Computing operations might benefit from mimicking the human brain, according to presentations at recent industry events.
First weighing in on the topic was Jeff Kodosky, cofounder and National Instruments Business and Technology Fellow. As reported by EE-Evaluation Engineering Senior Technical Editor Tom Lecklider, “Working with Big Analog Data, according to Kodosky, can be compared to the way the human brain processes vision. Some processing is done directly in the retina even before the 100 million fibers in the optic nerve transport signals to the brain. There, data analysis proceeds in stages, specialized portions of the brain handling different aspects—even with a separate area for facial recognition. The parallel with digital computation is not hard to draw. Specialized algorithms running close to the edge of the system preprocess huge amounts of raw data to reduce the amount of work required at subsequent stages. And, LabVIEW’s dataflow model continues to be the best way to describe these processes.”1
Lecklider continued, “An example showed more directly how NI technology had been used to solve a big data problem. As Kodosky explained, engineers on London’s Victoria subway line used CompactRIO in a predictive maintenance system. The line has 385 separate segments that facilitate dense but safe train scheduling. Nevertheless, the train sensing circuitry sometimes failed, and although it always failed safe by design, the line shut down until the fault could be found and corrected. With the new system, each section is monitored for fluctuations from its previously benchmarked normal behavior. If a significant deviation occurs, maintenance can be scheduled without disrupting service.”
Brain-inspired computing also was the topic of a keynote address by Karim Arabi, vice president of engineering at Qualcomm, at the 2015 International Test Conference last month. The mission, he said, is to make everything around us smarter and connected.
At one time, Arabi said, people bought phones primarily based on their audio quality, but expectations today are much more diverse. We want our devices to always be on and always aware, he said, using sensors and other mechanisms to observe activities, discover patterns, and make decisions—they must anticipate, predict, and alert.
He turned his attention to computing at the cloud and the edge. Big data and abundant computing power are tending to push computation into the cloud, he said, but with the deployment of the Internet of Things, we can’t afford to send all the data into the cloud. Consequently, the demand for processing horsepower at the edge is increasing. And for efficiency, we need the right machine for the right task.
He then cited some key specs: the human brain can store 3.5 petabytes and operates at 20 petaFLOPS on 20 W. In contrast, the IBM Sequoia can store 1.6 petabytes, operates at 16.3 petaFLOPS, and consumes 7.9 MW. The brain, he said, is efficient because it is a massively parallel machine with 86 billion neurons—“it’s the most interconnected machine in the world.”
He added that the brain has no system clock—it’s event-driven. There is no hardware/software distinction, and the same components handle processing and memory. And in contrast to our designs, which start out simple and become more complex, the brain continuously simplifies itself. Further, while computer multicore scaling improvements top out around 10 cores, our brain operates with millions of “cores” in parallel.

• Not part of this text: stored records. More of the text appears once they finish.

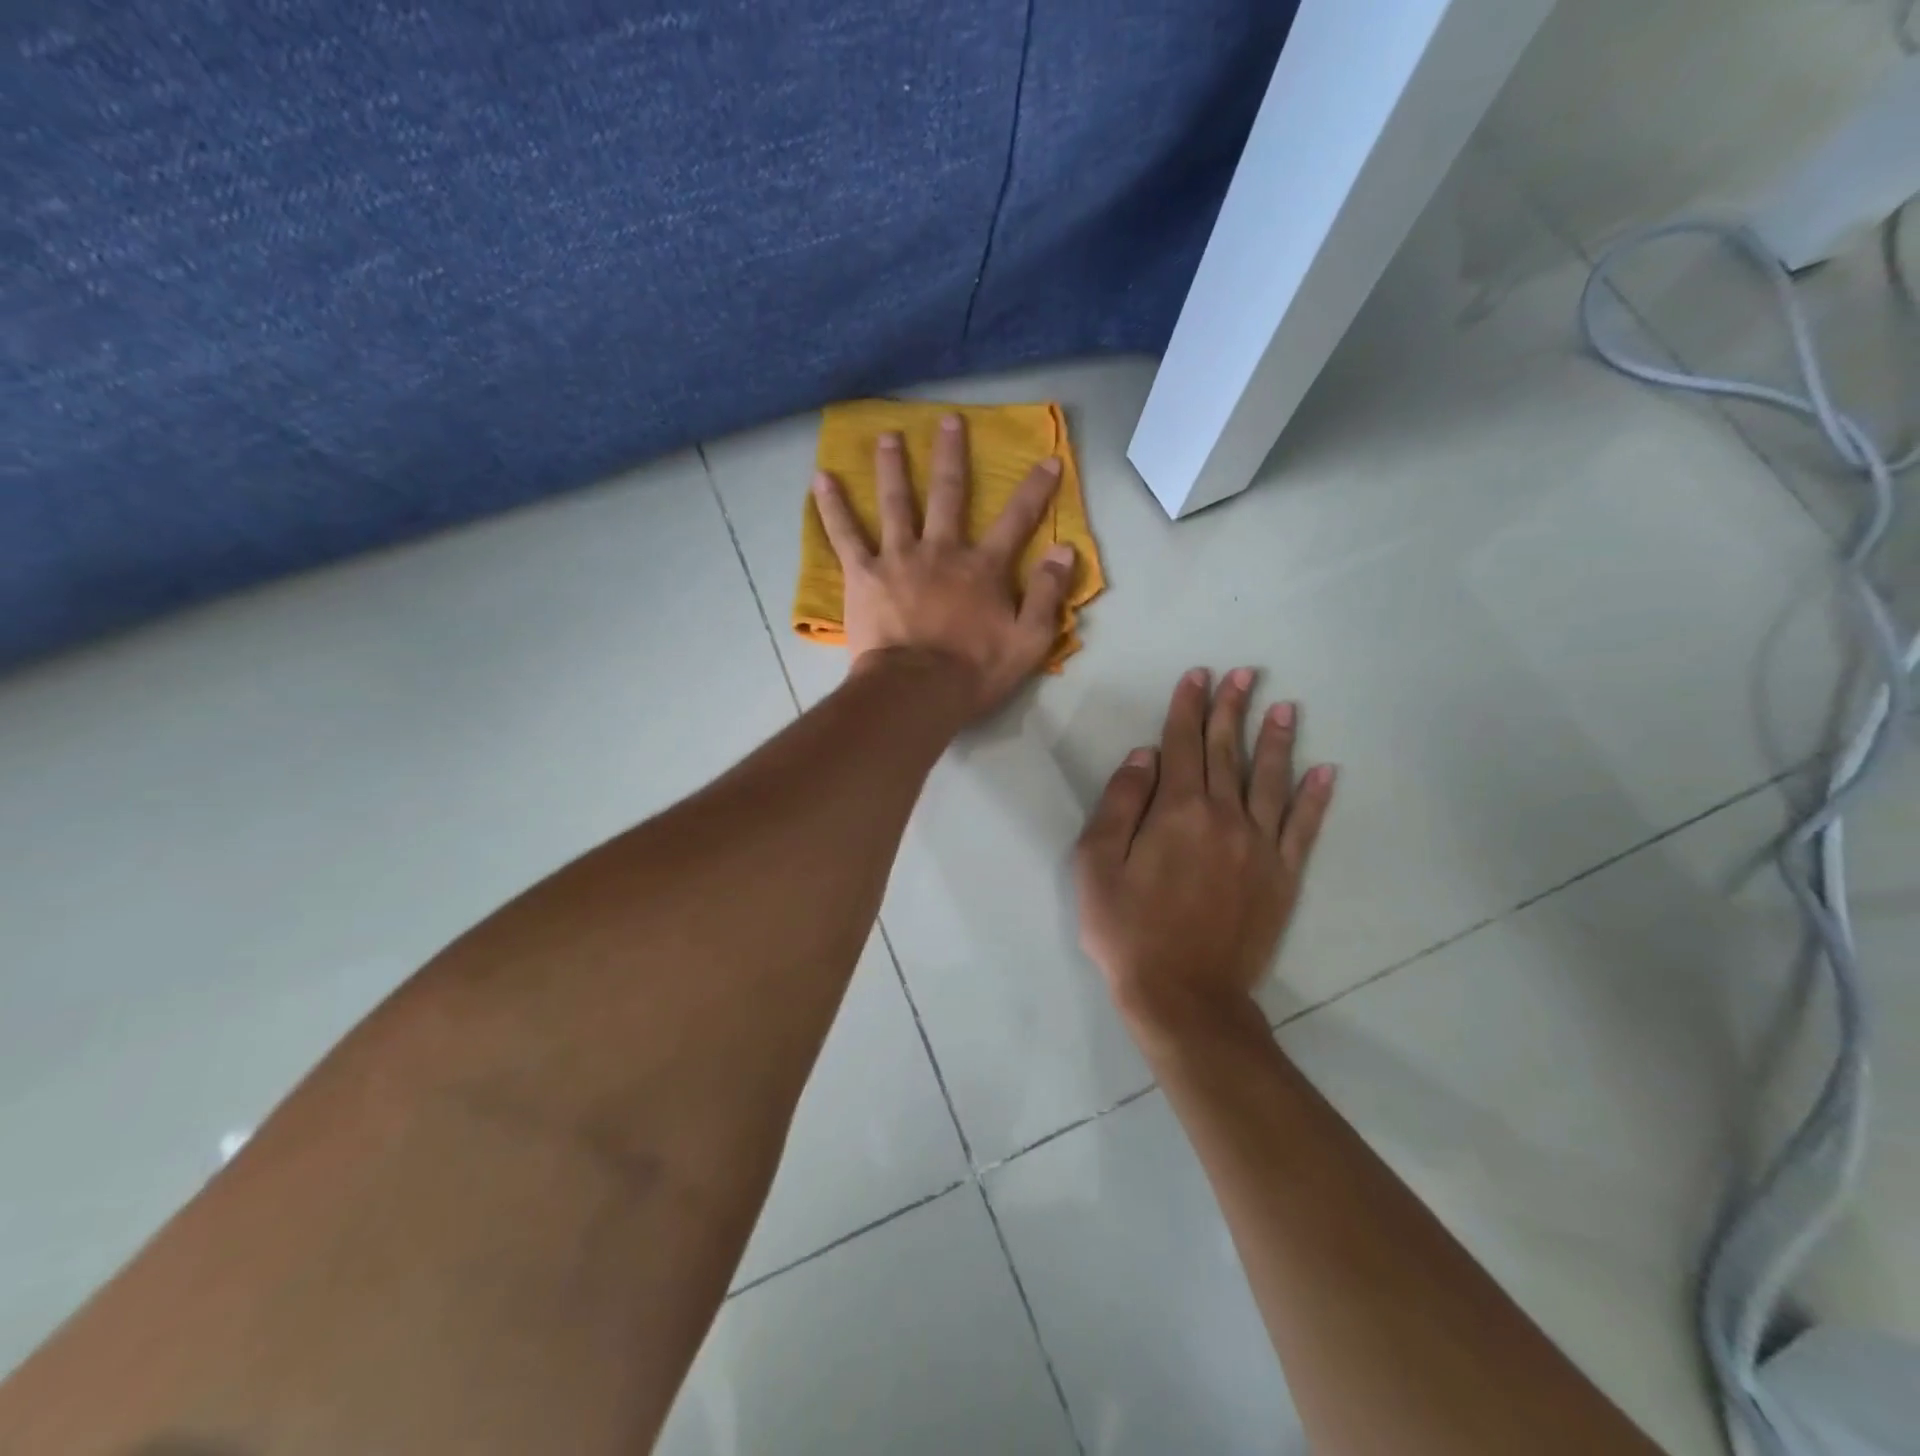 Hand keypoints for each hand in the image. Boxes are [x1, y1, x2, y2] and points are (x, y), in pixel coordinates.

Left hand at [811, 415, 1074, 720]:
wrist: (915, 692)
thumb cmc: (973, 671)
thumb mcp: (1028, 641)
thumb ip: (1048, 595)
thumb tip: (1065, 551)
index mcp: (983, 568)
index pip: (1017, 520)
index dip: (1035, 490)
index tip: (1049, 459)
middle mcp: (941, 550)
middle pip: (948, 494)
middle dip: (951, 455)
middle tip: (948, 420)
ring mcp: (898, 558)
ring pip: (895, 502)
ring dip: (892, 466)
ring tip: (886, 436)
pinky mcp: (863, 575)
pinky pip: (845, 535)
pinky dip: (833, 507)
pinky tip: (821, 479)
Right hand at [1074, 668, 1334, 1052]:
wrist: (1184, 996)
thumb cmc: (1128, 930)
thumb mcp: (1097, 864)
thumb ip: (1120, 803)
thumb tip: (1144, 756)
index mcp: (1177, 811)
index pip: (1183, 745)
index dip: (1188, 707)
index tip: (1197, 676)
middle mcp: (1224, 817)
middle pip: (1228, 752)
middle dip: (1232, 709)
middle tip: (1244, 674)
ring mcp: (1259, 847)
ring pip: (1270, 780)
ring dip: (1276, 740)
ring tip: (1284, 706)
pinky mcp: (1282, 877)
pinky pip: (1304, 828)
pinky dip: (1315, 798)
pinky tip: (1326, 772)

The brain is, in fact, a heterogeneous machine, he said, consisting of structures such as the frontal lobe, cerebellum, motor cortex, sensory cortex, temporal lobe, and occipital lobe; further, the left brain deals with logic, math, and science while the right brain handles feelings, art, and philosophy. Large sets of neurons, he said, are specialized to operate in each area; but within each area, operations are massively parallel.
Consequently, he said, multicore and heterogeneous computing constitute the first step toward brain-inspired computing. The second step is deep learning. The third is approximate computing, tolerating errors, with fault tolerance. The fourth and final step, he said, is neuromorphic computing, which “… excels at computing complex dynamics using a small set of computational primitives.”
Can brain-inspired computing ever rival the performance of the human brain? In an approach to an answer, Arabi discussed concepts such as Hebbian learning (neurons that fire together wire together, neurons that fire out of sync lose their link) and spike timing dependent plasticity.
But, he concluded, “The real challenge for neuromorphic computing is not technology, but training.” It takes people 30 years to earn a Ph.D., he said, adding that you can’t put a product on the market and wait 30 years for it to learn what it needs to know.
He also conceded that the human brain is not very good at brute-force computing; as a result, he said, “The best solution is a combination of traditional computing for brute-force calculations and brain-inspired computing for complex decisions and pattern generation.” Nevertheless, he concluded, “The computer will eventually outpace our intelligence and logic in all possible ways.”
Reference
- Lecklider, T., “Big Analog Data operations mimic human brain processing,” EE-Evaluation Engineering Online, Aug. 6, 2015.